(Dataset entries)
════════════════

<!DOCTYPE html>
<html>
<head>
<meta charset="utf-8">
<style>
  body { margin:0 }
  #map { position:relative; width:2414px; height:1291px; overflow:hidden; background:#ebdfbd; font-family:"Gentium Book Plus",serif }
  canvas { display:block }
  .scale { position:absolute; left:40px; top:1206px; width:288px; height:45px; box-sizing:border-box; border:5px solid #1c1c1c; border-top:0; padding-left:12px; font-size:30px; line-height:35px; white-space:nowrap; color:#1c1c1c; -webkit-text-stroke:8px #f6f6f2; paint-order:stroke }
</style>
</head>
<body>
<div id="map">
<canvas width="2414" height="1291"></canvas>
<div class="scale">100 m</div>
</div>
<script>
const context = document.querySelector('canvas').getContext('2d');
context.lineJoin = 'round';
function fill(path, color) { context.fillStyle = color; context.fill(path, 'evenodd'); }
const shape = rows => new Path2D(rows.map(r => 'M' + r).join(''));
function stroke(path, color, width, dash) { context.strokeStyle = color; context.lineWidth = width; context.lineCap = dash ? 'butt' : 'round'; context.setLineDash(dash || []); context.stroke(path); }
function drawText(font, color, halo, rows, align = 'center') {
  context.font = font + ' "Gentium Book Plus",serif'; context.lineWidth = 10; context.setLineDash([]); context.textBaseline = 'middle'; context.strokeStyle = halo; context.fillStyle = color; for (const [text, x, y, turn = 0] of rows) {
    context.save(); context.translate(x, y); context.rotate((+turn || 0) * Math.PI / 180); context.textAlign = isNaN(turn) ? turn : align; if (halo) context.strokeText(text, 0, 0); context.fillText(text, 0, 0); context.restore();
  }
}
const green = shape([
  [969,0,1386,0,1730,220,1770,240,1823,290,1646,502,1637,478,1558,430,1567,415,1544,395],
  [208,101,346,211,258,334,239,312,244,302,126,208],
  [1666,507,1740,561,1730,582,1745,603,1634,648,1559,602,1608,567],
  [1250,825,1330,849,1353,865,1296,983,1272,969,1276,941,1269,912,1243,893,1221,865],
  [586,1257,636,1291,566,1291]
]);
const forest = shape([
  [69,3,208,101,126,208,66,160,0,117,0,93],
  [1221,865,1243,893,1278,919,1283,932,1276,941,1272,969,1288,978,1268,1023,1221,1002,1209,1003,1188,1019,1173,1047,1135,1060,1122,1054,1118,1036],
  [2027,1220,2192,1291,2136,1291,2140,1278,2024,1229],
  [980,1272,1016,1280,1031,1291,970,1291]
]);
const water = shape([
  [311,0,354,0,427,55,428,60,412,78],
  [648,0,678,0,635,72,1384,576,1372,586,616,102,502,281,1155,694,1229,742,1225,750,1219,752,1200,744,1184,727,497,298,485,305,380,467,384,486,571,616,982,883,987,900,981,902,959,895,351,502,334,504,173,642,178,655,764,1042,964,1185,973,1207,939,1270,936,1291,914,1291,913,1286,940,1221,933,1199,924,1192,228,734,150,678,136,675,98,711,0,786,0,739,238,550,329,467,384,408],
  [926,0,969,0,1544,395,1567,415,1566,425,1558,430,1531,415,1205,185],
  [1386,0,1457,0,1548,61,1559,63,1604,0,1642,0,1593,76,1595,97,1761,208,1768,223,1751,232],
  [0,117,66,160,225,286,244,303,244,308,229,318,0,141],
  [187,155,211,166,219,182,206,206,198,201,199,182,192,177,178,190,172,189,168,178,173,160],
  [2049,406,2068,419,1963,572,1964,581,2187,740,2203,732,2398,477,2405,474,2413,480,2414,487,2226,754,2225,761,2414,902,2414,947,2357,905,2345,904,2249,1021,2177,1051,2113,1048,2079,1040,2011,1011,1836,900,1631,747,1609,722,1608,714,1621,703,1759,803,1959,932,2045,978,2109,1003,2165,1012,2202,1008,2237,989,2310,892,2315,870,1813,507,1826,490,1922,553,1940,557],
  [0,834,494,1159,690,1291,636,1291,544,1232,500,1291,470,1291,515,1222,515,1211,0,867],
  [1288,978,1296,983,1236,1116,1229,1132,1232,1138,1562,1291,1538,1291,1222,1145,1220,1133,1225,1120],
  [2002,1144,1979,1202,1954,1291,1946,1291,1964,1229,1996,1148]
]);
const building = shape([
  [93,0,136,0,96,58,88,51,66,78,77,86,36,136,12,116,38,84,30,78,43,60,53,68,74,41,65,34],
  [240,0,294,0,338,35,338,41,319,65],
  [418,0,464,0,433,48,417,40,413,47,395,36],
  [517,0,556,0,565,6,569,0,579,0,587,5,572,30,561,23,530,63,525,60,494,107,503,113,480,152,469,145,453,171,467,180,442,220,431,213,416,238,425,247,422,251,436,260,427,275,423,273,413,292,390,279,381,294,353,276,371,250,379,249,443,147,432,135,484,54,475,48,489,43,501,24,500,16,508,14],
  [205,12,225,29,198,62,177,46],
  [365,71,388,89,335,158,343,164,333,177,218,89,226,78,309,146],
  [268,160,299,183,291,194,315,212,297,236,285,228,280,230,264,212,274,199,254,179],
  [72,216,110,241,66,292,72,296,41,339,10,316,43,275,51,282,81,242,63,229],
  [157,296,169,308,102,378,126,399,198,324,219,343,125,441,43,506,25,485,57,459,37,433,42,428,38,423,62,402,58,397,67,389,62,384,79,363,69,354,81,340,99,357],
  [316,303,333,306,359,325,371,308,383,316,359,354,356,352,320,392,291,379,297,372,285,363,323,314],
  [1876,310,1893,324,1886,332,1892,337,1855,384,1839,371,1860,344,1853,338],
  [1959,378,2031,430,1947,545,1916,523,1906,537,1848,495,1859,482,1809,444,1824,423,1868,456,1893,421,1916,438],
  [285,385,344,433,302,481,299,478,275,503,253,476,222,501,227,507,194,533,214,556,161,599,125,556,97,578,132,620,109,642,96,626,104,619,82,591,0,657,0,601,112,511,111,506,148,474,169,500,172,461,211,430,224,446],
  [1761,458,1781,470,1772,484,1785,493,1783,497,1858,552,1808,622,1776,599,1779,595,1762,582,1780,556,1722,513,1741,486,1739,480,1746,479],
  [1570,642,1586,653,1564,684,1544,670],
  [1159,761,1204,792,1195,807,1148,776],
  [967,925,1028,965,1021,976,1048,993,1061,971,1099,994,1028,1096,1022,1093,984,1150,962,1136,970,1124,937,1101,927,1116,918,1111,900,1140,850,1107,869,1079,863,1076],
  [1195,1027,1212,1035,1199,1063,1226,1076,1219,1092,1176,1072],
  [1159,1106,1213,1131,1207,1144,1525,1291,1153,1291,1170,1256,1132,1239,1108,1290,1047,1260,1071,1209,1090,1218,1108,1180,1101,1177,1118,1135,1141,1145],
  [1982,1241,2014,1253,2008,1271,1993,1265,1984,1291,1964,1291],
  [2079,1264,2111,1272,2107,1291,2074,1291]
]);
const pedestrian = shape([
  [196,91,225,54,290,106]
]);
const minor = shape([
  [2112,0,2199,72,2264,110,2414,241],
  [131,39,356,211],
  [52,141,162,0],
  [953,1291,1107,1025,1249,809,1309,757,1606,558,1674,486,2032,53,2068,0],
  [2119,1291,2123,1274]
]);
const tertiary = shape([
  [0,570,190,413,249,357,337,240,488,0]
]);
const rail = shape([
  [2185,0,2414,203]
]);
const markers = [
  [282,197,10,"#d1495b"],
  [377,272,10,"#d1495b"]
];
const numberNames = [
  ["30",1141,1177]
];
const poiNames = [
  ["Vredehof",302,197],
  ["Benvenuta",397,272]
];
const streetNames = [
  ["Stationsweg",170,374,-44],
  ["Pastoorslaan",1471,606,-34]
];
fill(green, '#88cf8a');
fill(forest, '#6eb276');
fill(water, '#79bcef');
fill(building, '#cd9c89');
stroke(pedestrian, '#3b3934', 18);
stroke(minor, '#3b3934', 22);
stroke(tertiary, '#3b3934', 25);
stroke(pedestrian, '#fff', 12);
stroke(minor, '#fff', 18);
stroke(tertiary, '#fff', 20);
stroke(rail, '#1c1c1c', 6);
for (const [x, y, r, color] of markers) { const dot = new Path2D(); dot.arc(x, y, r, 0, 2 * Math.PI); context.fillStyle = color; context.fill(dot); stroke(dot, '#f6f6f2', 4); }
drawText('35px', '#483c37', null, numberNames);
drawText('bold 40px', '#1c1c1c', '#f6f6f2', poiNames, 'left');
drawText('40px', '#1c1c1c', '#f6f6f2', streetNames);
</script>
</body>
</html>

════════════════

# What the task asks:
Take the entries above and copy them exactly from the first line through the line with "function drawText(font, color, halo, rows, align"; leave out every line after it.

# Response:
<!DOCTYPE html>
<html>
<head>
<meta charset="utf-8">
<style>
  body { margin:0 }
  #map { position:relative; width:2414px; height:1291px; overflow:hidden; background:#ebdfbd; font-family:"Gentium Book Plus",serif }
  canvas { display:block }
  .scale { position:absolute; left:40px; top:1206px; width:288px; height:45px; box-sizing:border-box; border:5px solid #1c1c1c; border-top:0; padding-left:12px; font-size:30px; line-height:35px; white-space:nowrap; color:#1c1c1c; -webkit-text-stroke:8px #f6f6f2; paint-order:stroke }
</style>
</head>
<body>
<div id="map">
<canvas width="2414" height="1291"></canvas>
<div class="scale">100 m</div>
</div>
<script>
const context = document.querySelector('canvas').getContext('2d');
context.lineJoin = 'round';
function fill(path, color) { context.fillStyle = color; context.fill(path, 'evenodd'); }
const shape = rows => new Path2D(rows.map(r => 'M' + r).join(''));
function stroke(path, color, width, dash) { context.strokeStyle = color; context.lineWidth = width; context.lineCap = dash ? 'butt' : 'round'; context.setLineDash(dash || []); context.stroke(path); }
function drawText(font, color, halo, rows, align = 'center') {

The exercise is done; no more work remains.